Stored data
********************

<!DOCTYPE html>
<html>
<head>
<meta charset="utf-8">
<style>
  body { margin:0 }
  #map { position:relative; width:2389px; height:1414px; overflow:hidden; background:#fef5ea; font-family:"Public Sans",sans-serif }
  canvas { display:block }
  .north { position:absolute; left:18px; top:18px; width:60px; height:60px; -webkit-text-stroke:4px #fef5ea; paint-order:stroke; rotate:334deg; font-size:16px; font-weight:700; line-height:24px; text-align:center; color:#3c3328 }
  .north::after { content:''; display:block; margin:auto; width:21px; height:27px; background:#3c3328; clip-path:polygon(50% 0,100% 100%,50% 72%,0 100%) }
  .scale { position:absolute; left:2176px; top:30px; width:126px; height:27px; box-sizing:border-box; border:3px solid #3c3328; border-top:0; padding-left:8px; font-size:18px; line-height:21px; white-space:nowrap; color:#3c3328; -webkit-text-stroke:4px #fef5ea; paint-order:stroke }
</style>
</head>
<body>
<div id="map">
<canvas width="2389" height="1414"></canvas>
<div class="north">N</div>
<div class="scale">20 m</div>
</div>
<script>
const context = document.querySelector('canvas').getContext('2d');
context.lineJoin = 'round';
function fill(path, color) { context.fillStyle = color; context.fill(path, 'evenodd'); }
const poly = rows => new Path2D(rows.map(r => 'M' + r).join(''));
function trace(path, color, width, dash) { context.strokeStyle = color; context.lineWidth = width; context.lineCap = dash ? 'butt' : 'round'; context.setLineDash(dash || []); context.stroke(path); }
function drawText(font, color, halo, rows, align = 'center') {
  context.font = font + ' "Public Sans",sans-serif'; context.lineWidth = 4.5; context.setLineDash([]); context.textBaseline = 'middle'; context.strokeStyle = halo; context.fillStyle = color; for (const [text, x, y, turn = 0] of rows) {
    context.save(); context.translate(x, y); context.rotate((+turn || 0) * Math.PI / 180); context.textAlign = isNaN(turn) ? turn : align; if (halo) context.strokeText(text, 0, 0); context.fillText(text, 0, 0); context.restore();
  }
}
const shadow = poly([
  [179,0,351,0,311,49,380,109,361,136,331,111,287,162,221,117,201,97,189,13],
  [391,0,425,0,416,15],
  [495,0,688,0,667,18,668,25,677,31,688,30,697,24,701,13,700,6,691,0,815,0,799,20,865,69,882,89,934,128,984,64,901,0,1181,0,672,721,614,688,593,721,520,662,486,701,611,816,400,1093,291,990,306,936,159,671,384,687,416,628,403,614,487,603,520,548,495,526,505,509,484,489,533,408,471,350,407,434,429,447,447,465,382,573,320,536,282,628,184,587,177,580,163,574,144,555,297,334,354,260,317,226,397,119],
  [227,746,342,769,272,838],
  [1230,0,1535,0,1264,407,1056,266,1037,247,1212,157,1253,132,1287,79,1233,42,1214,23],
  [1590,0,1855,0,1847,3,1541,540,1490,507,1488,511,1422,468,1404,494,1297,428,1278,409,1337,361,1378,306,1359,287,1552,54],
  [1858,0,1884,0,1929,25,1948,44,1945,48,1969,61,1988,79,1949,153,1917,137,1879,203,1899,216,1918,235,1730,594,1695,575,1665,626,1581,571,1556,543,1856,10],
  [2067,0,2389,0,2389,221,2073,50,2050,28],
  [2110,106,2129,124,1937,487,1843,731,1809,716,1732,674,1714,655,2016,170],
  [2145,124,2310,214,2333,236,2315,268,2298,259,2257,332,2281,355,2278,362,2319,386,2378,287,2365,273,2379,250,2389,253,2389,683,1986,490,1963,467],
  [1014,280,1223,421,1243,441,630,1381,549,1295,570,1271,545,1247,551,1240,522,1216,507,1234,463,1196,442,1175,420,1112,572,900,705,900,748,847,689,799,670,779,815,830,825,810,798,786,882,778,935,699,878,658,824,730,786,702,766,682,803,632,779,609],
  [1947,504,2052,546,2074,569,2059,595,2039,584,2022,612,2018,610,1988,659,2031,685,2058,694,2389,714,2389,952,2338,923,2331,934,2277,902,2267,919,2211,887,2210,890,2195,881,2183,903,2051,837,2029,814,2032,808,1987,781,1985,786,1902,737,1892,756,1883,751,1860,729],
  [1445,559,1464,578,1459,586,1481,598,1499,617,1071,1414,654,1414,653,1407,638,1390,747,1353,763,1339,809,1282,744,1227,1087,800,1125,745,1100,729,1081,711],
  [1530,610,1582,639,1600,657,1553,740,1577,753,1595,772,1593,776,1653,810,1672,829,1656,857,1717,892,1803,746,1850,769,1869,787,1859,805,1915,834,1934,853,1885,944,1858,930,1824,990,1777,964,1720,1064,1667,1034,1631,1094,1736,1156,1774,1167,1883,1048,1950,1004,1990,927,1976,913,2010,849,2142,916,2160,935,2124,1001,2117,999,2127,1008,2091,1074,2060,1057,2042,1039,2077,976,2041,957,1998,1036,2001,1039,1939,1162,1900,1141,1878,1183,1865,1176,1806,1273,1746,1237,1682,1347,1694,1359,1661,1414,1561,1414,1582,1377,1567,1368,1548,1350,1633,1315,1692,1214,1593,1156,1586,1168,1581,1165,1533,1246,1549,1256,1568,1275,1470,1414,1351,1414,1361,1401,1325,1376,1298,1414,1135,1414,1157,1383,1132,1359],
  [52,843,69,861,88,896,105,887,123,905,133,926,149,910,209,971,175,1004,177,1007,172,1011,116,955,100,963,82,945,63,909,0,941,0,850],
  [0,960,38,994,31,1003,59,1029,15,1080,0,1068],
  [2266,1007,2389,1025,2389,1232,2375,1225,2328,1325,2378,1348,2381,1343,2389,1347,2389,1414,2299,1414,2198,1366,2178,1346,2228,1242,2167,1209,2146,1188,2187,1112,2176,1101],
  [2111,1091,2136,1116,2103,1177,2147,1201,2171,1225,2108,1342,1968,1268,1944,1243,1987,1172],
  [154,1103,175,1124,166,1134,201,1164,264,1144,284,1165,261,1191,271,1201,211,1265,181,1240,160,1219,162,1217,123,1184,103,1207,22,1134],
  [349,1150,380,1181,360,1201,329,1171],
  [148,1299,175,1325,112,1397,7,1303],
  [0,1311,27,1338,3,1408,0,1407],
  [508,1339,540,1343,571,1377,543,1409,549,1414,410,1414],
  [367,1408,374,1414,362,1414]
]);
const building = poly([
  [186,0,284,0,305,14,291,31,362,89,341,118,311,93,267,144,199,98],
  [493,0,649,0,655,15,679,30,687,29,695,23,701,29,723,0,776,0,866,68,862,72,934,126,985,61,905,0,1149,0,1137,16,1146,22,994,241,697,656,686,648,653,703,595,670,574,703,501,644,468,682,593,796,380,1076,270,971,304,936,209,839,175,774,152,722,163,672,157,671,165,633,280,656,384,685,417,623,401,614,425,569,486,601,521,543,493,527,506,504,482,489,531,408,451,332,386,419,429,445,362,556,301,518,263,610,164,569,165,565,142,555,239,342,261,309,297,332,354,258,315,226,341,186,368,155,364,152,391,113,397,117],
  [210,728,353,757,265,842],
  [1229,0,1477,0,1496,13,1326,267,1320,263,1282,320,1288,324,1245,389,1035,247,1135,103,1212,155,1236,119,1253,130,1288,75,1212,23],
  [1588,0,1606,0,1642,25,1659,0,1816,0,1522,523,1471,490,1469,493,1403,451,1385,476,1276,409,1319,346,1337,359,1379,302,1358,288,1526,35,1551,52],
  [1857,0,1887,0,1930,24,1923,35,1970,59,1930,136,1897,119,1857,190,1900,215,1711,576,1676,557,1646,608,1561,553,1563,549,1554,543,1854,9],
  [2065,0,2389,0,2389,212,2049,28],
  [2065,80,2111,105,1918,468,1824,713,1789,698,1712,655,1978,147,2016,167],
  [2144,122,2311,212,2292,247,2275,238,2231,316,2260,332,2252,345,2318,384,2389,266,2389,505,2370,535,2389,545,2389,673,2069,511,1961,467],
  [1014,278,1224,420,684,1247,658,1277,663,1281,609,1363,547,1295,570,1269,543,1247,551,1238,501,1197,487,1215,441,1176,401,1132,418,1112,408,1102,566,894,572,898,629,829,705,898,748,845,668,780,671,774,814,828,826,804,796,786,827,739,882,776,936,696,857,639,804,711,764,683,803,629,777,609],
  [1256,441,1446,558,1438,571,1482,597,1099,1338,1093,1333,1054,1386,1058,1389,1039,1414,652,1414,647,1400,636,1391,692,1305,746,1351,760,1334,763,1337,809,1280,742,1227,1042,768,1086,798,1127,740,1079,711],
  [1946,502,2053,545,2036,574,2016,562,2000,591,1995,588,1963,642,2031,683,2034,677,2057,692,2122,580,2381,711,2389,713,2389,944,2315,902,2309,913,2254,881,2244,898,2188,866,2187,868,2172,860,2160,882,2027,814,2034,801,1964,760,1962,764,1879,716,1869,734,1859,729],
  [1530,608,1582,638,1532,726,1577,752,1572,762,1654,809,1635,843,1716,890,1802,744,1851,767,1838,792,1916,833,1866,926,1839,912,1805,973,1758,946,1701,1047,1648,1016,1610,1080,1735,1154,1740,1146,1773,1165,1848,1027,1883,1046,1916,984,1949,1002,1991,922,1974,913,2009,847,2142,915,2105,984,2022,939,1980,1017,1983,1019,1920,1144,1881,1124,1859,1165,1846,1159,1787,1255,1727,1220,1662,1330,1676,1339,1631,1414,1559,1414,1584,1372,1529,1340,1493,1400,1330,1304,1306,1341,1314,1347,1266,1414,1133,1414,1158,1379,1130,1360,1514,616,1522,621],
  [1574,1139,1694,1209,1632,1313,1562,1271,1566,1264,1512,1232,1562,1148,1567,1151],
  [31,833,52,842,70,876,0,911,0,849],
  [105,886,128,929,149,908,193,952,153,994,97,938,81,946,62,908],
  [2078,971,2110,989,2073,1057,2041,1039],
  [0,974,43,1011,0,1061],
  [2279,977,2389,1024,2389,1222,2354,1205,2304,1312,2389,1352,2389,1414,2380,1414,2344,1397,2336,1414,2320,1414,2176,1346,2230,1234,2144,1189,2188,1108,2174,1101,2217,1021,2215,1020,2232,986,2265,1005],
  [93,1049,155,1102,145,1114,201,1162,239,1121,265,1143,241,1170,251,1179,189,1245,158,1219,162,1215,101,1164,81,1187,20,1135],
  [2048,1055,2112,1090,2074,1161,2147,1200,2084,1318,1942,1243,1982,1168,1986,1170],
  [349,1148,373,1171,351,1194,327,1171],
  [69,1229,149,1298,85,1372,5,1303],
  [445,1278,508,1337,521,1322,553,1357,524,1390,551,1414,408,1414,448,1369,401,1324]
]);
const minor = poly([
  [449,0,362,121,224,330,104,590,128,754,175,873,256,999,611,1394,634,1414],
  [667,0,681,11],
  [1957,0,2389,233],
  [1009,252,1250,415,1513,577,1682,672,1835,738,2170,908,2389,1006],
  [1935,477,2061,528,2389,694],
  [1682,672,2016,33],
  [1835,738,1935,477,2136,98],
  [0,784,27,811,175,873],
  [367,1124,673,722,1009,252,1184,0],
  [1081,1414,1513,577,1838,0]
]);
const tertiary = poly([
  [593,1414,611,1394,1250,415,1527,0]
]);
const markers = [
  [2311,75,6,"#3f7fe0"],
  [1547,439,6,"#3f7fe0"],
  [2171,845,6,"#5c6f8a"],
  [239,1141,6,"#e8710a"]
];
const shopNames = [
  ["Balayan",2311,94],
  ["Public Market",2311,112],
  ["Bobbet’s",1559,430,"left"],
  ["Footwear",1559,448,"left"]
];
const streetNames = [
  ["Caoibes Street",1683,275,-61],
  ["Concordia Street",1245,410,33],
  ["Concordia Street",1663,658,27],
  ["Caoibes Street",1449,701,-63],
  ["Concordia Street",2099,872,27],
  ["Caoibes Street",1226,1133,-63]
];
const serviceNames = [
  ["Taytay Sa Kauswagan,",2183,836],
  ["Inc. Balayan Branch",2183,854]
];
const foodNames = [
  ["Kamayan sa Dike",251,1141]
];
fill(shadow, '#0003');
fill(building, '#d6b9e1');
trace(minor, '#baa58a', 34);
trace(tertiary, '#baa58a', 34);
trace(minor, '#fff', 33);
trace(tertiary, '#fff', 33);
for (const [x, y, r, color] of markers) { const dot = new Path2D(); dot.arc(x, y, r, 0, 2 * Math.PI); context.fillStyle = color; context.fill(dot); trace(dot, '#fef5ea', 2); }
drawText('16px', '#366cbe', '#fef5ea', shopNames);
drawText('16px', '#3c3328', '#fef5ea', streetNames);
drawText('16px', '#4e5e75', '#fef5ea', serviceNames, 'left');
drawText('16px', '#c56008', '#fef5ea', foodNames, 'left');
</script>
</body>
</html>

********************

Line tally for "center": say how many lines of the records above contain it, and give nothing but the number.

2